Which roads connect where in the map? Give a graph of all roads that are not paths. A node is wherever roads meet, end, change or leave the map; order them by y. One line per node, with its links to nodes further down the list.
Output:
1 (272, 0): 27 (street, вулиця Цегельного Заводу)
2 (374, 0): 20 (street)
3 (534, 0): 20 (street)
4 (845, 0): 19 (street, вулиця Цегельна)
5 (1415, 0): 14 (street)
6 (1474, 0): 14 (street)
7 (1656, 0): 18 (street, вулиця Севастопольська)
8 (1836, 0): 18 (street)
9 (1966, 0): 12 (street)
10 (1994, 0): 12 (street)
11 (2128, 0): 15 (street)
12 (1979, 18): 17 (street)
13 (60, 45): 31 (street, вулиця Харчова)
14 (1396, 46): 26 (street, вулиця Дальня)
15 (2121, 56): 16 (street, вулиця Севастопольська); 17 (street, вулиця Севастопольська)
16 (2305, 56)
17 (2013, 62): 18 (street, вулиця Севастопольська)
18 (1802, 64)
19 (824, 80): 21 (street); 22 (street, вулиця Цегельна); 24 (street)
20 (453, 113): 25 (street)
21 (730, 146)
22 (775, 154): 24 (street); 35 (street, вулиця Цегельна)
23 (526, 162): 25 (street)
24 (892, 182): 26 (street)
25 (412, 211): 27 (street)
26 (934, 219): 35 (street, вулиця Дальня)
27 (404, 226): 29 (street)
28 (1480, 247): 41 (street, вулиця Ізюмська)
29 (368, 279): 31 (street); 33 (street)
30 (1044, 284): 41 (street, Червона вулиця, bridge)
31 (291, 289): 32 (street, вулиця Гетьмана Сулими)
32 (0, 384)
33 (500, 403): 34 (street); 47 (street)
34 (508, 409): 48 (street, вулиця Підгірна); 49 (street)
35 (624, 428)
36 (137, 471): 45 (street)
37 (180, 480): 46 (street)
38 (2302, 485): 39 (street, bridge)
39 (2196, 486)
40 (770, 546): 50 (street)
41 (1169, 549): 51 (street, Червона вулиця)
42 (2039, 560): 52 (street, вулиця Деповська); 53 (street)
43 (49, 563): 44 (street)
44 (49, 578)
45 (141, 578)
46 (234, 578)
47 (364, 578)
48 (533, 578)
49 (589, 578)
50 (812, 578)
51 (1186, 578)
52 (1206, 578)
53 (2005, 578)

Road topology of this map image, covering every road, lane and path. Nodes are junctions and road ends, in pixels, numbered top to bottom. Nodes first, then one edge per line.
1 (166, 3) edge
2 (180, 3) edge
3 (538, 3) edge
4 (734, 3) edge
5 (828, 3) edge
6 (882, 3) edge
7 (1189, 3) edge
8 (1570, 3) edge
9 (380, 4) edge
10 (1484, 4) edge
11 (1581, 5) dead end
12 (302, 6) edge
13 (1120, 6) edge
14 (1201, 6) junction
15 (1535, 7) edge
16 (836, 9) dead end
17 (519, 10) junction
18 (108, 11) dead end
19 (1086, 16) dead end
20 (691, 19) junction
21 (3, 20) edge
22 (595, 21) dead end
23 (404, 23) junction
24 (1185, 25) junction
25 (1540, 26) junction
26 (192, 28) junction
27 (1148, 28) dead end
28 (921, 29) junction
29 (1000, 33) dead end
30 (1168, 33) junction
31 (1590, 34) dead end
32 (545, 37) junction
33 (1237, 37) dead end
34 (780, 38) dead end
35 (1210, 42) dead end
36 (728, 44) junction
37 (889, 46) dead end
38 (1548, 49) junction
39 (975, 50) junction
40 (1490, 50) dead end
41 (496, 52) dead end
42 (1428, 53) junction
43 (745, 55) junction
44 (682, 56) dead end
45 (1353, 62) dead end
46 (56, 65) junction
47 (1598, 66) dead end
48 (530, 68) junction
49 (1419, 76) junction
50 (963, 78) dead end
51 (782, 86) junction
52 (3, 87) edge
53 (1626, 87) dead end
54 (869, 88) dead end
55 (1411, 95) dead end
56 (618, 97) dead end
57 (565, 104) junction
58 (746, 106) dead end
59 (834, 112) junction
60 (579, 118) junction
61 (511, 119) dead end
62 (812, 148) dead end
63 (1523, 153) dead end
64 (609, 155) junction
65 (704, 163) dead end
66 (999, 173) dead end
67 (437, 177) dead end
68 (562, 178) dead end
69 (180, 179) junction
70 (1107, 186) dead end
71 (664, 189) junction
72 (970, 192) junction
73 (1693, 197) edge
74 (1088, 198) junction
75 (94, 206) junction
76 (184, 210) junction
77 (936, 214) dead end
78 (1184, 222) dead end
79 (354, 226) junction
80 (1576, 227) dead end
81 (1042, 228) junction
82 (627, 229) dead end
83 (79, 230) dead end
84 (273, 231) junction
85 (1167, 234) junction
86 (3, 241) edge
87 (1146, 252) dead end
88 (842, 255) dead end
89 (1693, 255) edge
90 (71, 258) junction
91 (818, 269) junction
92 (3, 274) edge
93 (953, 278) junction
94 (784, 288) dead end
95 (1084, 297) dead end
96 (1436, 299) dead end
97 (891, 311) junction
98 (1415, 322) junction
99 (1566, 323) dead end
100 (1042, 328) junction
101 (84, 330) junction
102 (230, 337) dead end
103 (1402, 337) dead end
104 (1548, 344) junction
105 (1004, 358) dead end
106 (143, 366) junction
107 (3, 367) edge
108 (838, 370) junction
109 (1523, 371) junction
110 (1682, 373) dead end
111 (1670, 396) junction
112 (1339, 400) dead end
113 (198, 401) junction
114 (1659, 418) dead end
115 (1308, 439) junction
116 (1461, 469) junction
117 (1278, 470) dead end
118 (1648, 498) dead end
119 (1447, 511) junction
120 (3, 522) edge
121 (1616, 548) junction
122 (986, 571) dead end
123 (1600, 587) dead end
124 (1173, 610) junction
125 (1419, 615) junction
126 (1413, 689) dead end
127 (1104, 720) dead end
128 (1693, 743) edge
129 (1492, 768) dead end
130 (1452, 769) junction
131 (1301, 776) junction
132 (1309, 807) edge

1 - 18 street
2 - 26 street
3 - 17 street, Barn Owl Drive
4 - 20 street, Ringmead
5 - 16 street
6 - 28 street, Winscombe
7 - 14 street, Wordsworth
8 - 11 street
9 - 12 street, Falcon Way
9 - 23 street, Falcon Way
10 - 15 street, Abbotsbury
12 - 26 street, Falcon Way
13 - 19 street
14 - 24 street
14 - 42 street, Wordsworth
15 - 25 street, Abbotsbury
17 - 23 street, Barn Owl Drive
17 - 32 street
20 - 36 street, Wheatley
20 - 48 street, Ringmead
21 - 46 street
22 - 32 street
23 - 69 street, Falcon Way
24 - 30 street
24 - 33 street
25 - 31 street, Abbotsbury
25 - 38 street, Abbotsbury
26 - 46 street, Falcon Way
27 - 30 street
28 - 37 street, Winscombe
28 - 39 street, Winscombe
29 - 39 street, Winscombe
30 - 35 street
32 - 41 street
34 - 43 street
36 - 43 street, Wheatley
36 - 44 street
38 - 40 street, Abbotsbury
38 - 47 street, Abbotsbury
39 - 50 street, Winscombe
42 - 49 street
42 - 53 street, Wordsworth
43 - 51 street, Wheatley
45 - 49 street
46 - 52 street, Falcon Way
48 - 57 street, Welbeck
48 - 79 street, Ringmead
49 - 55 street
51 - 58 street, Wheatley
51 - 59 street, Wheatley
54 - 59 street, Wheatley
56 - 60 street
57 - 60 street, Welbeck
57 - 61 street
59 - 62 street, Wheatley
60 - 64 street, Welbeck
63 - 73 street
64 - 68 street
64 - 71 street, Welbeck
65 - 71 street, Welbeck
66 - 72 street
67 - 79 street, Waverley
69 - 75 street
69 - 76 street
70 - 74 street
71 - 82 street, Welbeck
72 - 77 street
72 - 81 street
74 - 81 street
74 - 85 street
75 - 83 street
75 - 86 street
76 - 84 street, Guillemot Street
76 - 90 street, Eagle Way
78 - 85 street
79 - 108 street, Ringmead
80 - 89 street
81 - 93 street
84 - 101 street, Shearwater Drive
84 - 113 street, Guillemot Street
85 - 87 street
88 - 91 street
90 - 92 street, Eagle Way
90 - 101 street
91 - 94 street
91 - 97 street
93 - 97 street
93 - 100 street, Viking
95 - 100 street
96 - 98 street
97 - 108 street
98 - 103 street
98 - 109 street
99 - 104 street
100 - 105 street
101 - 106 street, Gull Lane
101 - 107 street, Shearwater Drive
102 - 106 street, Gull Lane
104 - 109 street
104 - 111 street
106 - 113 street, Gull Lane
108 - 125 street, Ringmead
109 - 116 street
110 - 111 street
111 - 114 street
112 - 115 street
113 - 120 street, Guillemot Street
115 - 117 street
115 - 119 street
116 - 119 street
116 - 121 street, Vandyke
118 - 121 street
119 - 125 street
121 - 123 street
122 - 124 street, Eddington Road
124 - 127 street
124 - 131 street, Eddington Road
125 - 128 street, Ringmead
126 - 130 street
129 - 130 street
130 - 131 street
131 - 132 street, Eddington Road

> [Your goal]: For every line above that includes the string "Wheatley", copy the line.

> [Task response]:
20 - 36 street, Wheatley
36 - 43 street, Wheatley
43 - 51 street, Wheatley
51 - 58 street, Wheatley
51 - 59 street, Wheatley
54 - 59 street, Wheatley
59 - 62 street, Wheatley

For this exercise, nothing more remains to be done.